TASK REQUIREMENTS: Transcribe the records in full.

PROVIDED RECORDS:
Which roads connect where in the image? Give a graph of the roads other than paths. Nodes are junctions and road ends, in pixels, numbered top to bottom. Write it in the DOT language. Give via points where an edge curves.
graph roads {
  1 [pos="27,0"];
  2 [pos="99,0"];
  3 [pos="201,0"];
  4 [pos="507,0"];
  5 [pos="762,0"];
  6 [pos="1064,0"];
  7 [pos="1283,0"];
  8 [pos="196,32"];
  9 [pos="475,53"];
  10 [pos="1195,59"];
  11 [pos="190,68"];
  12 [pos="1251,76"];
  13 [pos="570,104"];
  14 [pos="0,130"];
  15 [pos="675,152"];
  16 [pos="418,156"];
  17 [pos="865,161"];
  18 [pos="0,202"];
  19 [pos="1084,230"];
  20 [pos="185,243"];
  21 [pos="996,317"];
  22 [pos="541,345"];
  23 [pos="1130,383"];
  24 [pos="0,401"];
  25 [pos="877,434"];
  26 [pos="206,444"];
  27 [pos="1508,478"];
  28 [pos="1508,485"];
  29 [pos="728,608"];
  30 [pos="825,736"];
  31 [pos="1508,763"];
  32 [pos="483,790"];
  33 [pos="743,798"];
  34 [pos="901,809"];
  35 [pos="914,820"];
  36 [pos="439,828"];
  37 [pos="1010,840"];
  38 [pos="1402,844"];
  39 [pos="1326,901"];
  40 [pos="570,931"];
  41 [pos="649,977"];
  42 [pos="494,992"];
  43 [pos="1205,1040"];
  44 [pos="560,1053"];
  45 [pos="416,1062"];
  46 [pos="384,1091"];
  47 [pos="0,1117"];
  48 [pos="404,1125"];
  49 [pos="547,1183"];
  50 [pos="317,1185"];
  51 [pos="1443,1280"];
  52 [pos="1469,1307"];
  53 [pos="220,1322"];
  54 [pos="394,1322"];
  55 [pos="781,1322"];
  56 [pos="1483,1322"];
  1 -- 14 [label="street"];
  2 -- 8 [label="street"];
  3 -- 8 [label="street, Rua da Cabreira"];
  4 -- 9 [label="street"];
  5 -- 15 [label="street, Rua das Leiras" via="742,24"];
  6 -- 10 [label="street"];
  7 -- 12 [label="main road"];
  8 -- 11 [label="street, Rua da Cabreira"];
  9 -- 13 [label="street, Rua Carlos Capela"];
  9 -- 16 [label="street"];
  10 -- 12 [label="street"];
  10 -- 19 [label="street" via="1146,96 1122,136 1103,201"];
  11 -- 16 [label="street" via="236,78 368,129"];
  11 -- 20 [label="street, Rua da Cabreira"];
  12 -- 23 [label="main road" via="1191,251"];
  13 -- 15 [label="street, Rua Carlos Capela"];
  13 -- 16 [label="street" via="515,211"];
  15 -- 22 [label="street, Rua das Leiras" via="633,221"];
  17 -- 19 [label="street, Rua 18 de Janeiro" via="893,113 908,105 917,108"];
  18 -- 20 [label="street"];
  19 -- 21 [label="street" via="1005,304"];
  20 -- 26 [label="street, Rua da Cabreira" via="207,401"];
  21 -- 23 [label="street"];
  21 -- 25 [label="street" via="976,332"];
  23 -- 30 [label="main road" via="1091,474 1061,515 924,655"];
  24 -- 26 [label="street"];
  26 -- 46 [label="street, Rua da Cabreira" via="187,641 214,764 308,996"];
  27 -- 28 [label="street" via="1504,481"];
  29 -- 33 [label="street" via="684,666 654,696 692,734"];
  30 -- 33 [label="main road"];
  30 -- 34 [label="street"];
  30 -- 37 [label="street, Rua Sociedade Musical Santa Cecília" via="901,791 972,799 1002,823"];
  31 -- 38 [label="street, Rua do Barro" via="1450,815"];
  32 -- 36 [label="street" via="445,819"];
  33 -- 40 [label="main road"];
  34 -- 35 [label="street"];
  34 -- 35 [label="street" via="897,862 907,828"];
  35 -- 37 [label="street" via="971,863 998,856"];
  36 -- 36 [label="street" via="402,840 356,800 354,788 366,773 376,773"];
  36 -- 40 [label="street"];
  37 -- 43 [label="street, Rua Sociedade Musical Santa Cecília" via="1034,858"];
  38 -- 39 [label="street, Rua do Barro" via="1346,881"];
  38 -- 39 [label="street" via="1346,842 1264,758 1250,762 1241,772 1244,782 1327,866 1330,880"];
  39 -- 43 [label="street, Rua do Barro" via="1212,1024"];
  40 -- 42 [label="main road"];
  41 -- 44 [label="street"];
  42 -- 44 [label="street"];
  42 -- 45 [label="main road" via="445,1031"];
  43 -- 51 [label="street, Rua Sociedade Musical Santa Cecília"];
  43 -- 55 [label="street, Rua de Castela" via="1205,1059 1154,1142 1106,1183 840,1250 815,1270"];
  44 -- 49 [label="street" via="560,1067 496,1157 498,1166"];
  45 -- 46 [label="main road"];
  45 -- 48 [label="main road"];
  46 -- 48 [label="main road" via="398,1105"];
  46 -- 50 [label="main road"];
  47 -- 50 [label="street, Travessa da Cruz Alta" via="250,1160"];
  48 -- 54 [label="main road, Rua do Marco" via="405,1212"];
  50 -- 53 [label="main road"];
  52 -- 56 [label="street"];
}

SOLUTION:
Which roads connect where in the image? Give a graph of the roads other than paths. Nodes are junctions and road ends, in pixels, numbered top to bottom. Write it in the DOT language. Give via points where an edge curves.
graph roads {
  1 [pos="27,0"];
  2 [pos="99,0"];
  3 [pos="201,0"];
  4 [pos="507,0"];
  5 [pos="762,0"];
  6 [pos="1064,0"];
  7 [pos="1283,0"];
  8 [pos="196,32"];
  9 [pos="475,53"];
  10 [pos="1195,59"];
  11 [pos="190,68"];
  12 [pos="1251,76"];
  13 [pos="570,104"];
  14 [pos="0,130"];
  15 [pos="675,152"];
  16 [pos="418,156"];
  17 [pos="865,161"];
  18 [pos="0,202"];
  19 [pos="1084,230"];
  20 [pos="185,243"];
  21 [pos="996,317"];
  22 [pos="541,345"];
  23 [pos="1130,383"];
  24 [pos="0,401"];
  25 [pos="877,434"];
  26 [pos="206,444"];
  27 [pos="1508,478"];
  28 [pos="1508,485"];
  29 [pos="728,608"];
  30 [pos="825,736"];
  31 [pos="1508,763"];
  32 [pos="483,790"];
  33 [pos="743,798"];
  34 [pos="901,809"];
  35 [pos="914,820"];
  36 [pos="439,828"];
  37 [pos="1010,840"];
  38 [pos="1402,844"];
  39 [pos="1326,901"];
  40 [pos="570,931"];
  41 [pos="649,977"];
  42 [pos="494,992"];
  43 [pos="1205,1040"];
  44 [pos="560,1053"];
  45 [pos="416,1062"];
  46 [pos="384,1091"];
  47 [pos="0,1117"];
  48 [pos="404,1125"];
  49 [pos="547,1183"];
  50 [pos="317,1185"];
  51 [pos="1443,1280"];
  52 [pos="1469,1307"];
  53 [pos="220,1322"];
  54 [pos="394,1322"];
  55 [pos="781,1322"];
  56 [pos="1483,1322"];
  1 -- 14 [label="street"];
  2 -- 8 [label="street"];
  3 -- 8 [label="street, Rua da Cabreira"];
  4 -- 9 [label="street"];
  5 -- 15 [label="street, Rua das Leiras" via="742,24"];
  6 -- 10 [label="street"];
  7 -- 12 [label="main road"];
  8 -- 11 [label="street, Rua da Cabreira"];
  9 -- 13 [label="street, Rua Carlos Capela"];
  9 -- 16 [label="street"];
  10 -- 12 [label="street"];
  10 -- 19 [label="street" via="1146,96 1122,136 1103,201"];
  11 -- 16 [label="street" via="236,78 368,129"];
  11 -- 20 [label="street, Rua da Cabreira"];
  12 -- 23 [label="main road" via="1191,251"];
  13 -- 15 [label="street, Rua Carlos Capela"];
  13 -- 16 [label="street" via="515,211"];
  15 -- 22 [label="street, Rua das Leiras" via="633,221"];
  17 -- 19 [label="street, Rua 18 de Janeiro" via="893,113 908,105 917,108"];
  18 -- 20 [label="street"];
  19 -- 21 [label="street" via="1005,304"];
  20 -- 26 [label="street, Rua da Cabreira" via="207,401"];
  21 -- 23 [label="street"];
  21 -- 25 [label="street" via="976,332"];
  23 -- 30 [label="main road" via="1091,474 1061,515 924,655"];
  24 -- 26 [label="street"];
  26 -- 46 [label="street, Rua da Cabreira" via="187,641 214,764 308,996"];
  27 -- 28 [label="street" via="1504,481"];
  29 -- 33 [label="street" via="684,666 654,696 692,734"];
  30 -- 33 [label="main road"];
  30 -- 34 [label="street"];
  30 -- 37 [label="street, Rua Sociedade Musical Santa Cecília" via="901,791 972,799 1002,823"];
  31 -- 38 [label="street, Rua do Barro" via="1450,815"];
  32 -- 36 [label="street" via="445,819"];
  33 -- 40 [label="main road"];
  34 -- 35 [label="street"];
  34 -- 35 [label="street" via="897,862 907,828"];
  35 -- 37 [label="street" via="971,863 998,856"];
  36 -- 36 [label="street" via="402,840 356,800 354,788 366,773 376,773"];
  36 -- 40 [label="street"];
  37 -- 43 [label="street, Rua Sociedade Musical Santa Cecília" via="1034,858"];
  38 -- 39 [label="street, Rua do Barro" via="1346,881"];
  38 -- 39 [label="street" via="1346,842 1264,758 1250,762 1241,772 1244,782 1327,866 1330,880"];
  39 -- 43 [label="street, Rua do Barro" via="1212,1024"];
  40 -- 42 [label="main road"];
  41 -- 44 [label="street"];
  42 -- 44 [label="street"];
  42 -- 45 [label="main road" via="445,1031"];
  43 -- 51 [label="street, Rua Sociedade Musical Santa Cecília"];
  43 -- 55 [label="street, Rua de Castela" via="1205,1059 1154,1142 1106,1183 840,1250 815,1270"];
  44 -- 49 [label="street" via="560,1067 496,1157 498,1166"];
  45 -- 46 [label="main road"];
  45 -- 48 [label="main road"];
  46 -- 48 [label="main road" via="398,1105"];
  46 -- 50 [label="main road"];
  47 -- 50 [label="street, Travessa da Cruz Alta" via="250,1160"];
  48 -- 54 [label="main road, Rua do Marco" via="405,1212"];
  50 -- 53 [label="main road"];
  52 -- 56 [label="street"];
}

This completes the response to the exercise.